**Problem details**
Your answer must be the records below repeated word for word, with no pictures in it.

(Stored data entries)
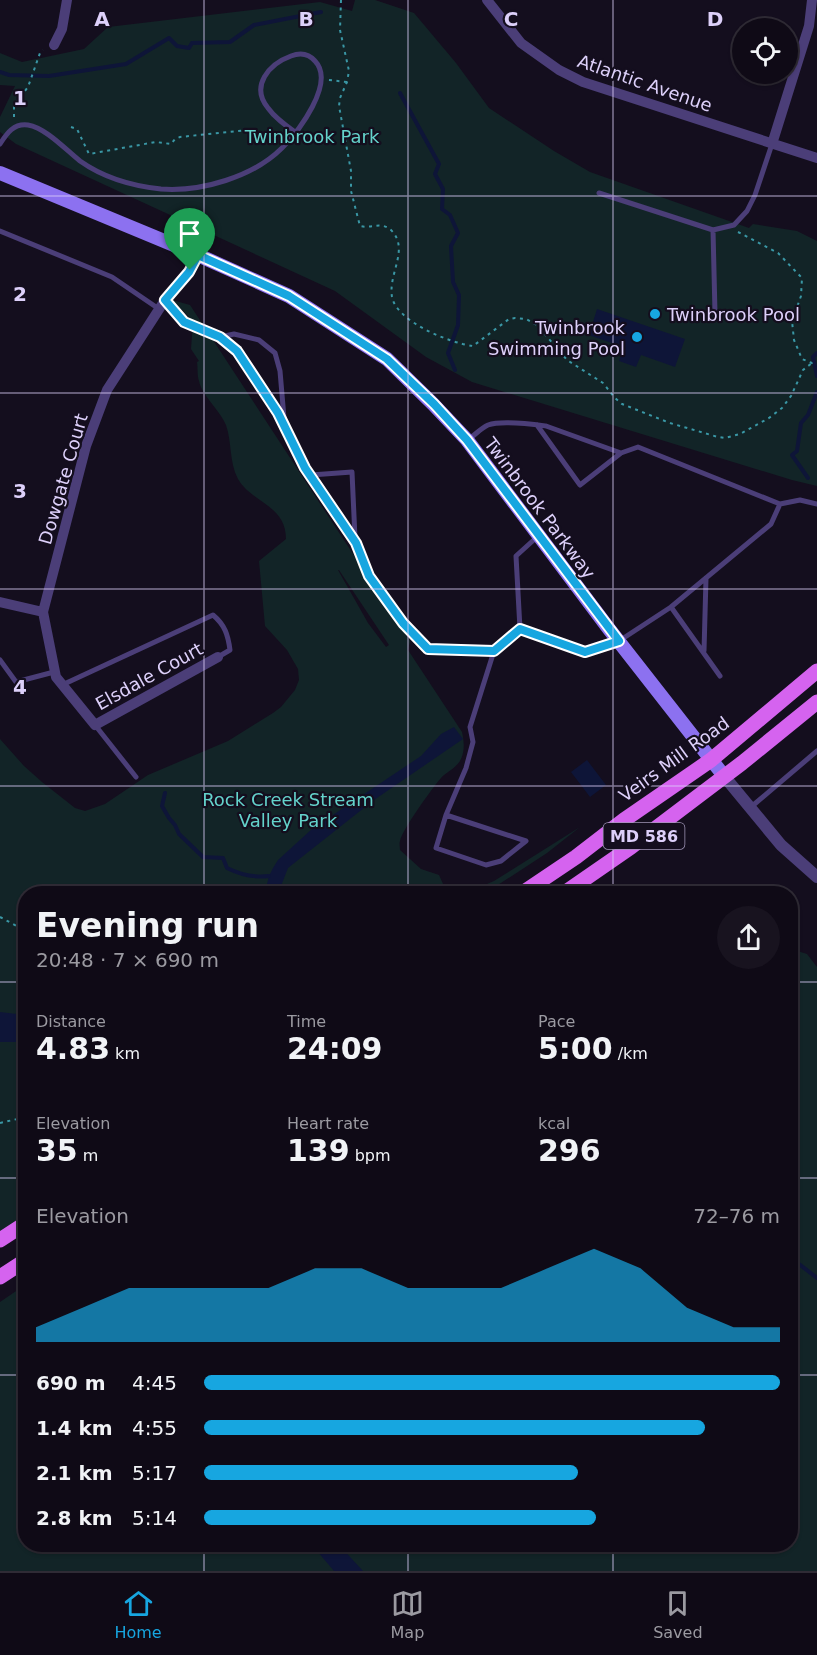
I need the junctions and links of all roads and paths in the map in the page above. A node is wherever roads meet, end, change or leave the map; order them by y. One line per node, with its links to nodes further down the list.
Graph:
1 (67, 0): 5 (street)
2 (341, 0): 7 (path)
3 (487, 0): 13 (street, Atlantic Avenue)
4 (812, 0): 13 (street)
5 (54, 45): 8 (path)
6 (321, 79): 7 (path); 11 (lane); 11 (lane)
7 (347, 82): 25 (path)
8 (16, 126): 11 (lane); 12 (lane)
9 (71, 127): 10 (path)
10 (248, 130)
11 (295, 132)
12 (0, 144)
13 (772, 144): 14 (street, Atlantic Avenue); 17 (lane)
14 (817, 158)
15 (0, 173): 20 (main road, Twinbrook Parkway)
16 (599, 193): 18 (lane)
17 (728, 226): 18 (lane); 25 (path)
18 (713, 230): 22 (lane)
19 (0, 231): 21 (lane)
20 (198, 255): 21 (street, Dowgate Court); 28 (main road, Twinbrook Parkway)
21 (162, 304): 23 (street); 38 (street, Dowgate Court)
22 (715, 313)
23 (220, 337): 26 (street); 26 (lane)
24 (817, 362): 25 (path)
25 (812, 363)
26 (284, 425): 30 (street)
27 (537, 425): 28 (lane); 29 (lane); 29 (lane)
28 (467, 440): 33 (main road, Twinbrook Parkway)
29 (621, 453): 31 (lane)
30 (310, 475): 34 (street); 34 (lane)
31 (780, 504): 32 (lane); 35 (lane)
32 (817, 504)
33 (538, 536): 40 (lane); 41 (main road, Twinbrook Parkway)
34 (356, 543): 39 (street)
35 (706, 578): 37 (lane); 43 (lane)
36 (0, 602): 38 (street)
37 (671, 607): 41 (lane); 43 (lane)
38 (43, 612): 47 (street, Dowgate Court)
39 (403, 623): 42 (lane)
40 (520, 629): 41 (lane); 42 (lane)
41 (619, 641): 53 (main road, Twinbrook Parkway)
42 (494, 651): 57 (lane)
43 (704, 652): 48 (lane)
44 (218, 657): 49 (lane); 51 (street, Elsdale Court)
45 (0, 660): 47 (lane)
46 (817, 671): 53 (main road, Veirs Mill Road / MD 586)
47 (55, 672): 49 (street, Dowgate Court)
48 (720, 676)
49 (62, 685): 51 (street, Dowgate Court)
50 (817, 702): 54 (main road, MD 586)
51 (96, 725): 55 (lane)
52 (817, 752): 56 (lane)
53 (711, 760): 54 (main road, Twinbrook Parkway); 59 (main road, Veirs Mill Road / MD 586)
54 (724, 776): 56 (street, Twinbrook Parkway); 60 (main road, MD 586)
55 (136, 777)
56 (750, 808): 58 (street, Twinbrook Parkway)
57 (446, 815): 57 (lane)
58 (817, 877)
59 (532, 886)
60 (575, 886)
61 (0, 917): 62 (path)
62 (18, 927)
63 (18, 1119): 64 (path)
64 (0, 1123)
65 (18, 1228): 66 (main road)
66 (0, 1240)
67 (18, 1265): 68 (main road)
68 (0, 1277)

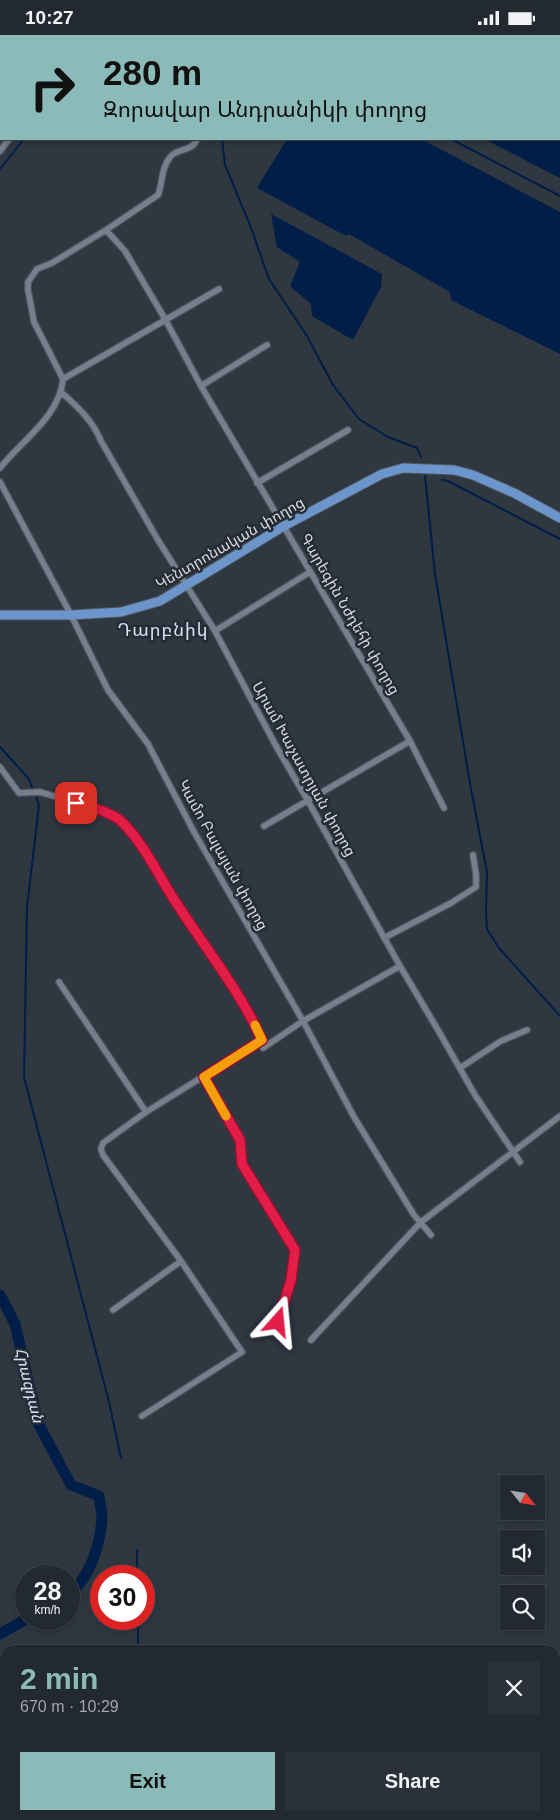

**Finished task**
I need the junctions and links of all roads and paths in the map in the page above. A node is wherever roads meet, end, change or leave the map; order them by y. One line per node, with its links to nodes further down the list.
Graph:
1 (67, 0): 5 (street)
2 (341, 0): 7 (path)
3 (487, 0): 13 (street, Atlantic Avenue)
4 (812, 0): 13 (street)
5 (54, 45): 8 (path)
6 (321, 79): 7 (path); 11 (lane); 11 (lane)
7 (347, 82): 25 (path)
8 (16, 126): 11 (lane); 12 (lane)
9 (71, 127): 10 (path)
10 (248, 130)
11 (295, 132)
12 (0, 144)
13 (772, 144): 14 (street, Atlantic Avenue); 17 (lane)
14 (817, 158)
15 (0, 173): 20 (main road, Twinbrook Parkway)
16 (599, 193): 18 (lane)
17 (728, 226): 18 (lane); 25 (path)
18 (713, 230): 22 (lane)
19 (0, 231): 21 (lane)
20 (198, 255): 21 (street, Dowgate Court); 28 (main road, Twinbrook Parkway)
21 (162, 304): 23 (street); 38 (street, Dowgate Court)
22 (715, 313)
23 (220, 337): 26 (street); 26 (lane)
24 (817, 362): 25 (path)
25 (812, 363)
26 (284, 425): 30 (street)
27 (537, 425): 28 (lane); 29 (lane); 29 (lane)
28 (467, 440): 33 (main road, Twinbrook Parkway)
29 (621, 453): 31 (lane)
30 (310, 475): 34 (street); 34 (lane)
31 (780, 504): 32 (lane); 35 (lane)
32 (817, 504)
33 (538, 536): 40 (lane); 41 (main road, Twinbrook Parkway)
34 (356, 543): 39 (street)
35 (706, 578): 37 (lane); 43 (lane)
36 (0, 602): 38 (street)
37 (671, 607): 41 (lane); 43 (lane)
38 (43, 612): 47 (street, Dowgate Court)
39 (403, 623): 42 (lane)
40 (520, 629): 41 (lane); 42 (lane)
41 (619, 641): 53 (main road, Twinbrook Parkway)
42 (494, 651): 57 (lane)
43 (704, 652): 48 (lane)
44 (218, 657): 49 (lane); 51 (street, Elsdale Court)
45 (0, 660): 47 (lane)
46 (817, 671): 53 (main road, Veirs Mill Road / MD 586)
47 (55, 672): 49 (street, Dowgate Court)
48 (720, 676)
49 (62, 685): 51 (street, Dowgate Court)
50 (817, 702): 54 (main road, MD 586)
51 (96, 725): 55 (lane)
52 (817, 752): 56 (lane)
53 (711, 760): 54 (main road, Twinbrook Parkway); 59 (main road, Veirs Mill Road / MD 586)
54 (724, 776): 56 (street, Twinbrook Parkway); 60 (main road, MD 586)
55 (136, 777)
56 (750, 808): 58 (street, Twinbrook Parkway)
57 (446, 815): 57 (lane)
58 (817, 877)
59 (532, 886)
60 (575, 886)
61 (0, 917): 62 (path)
62 (18, 927)
63 (18, 1119): 64 (path)
64 (0, 1123)
65 (18, 1228): 66 (main road)
66 (0, 1240)
67 (18, 1265): 68 (main road)
68 (0, 1277)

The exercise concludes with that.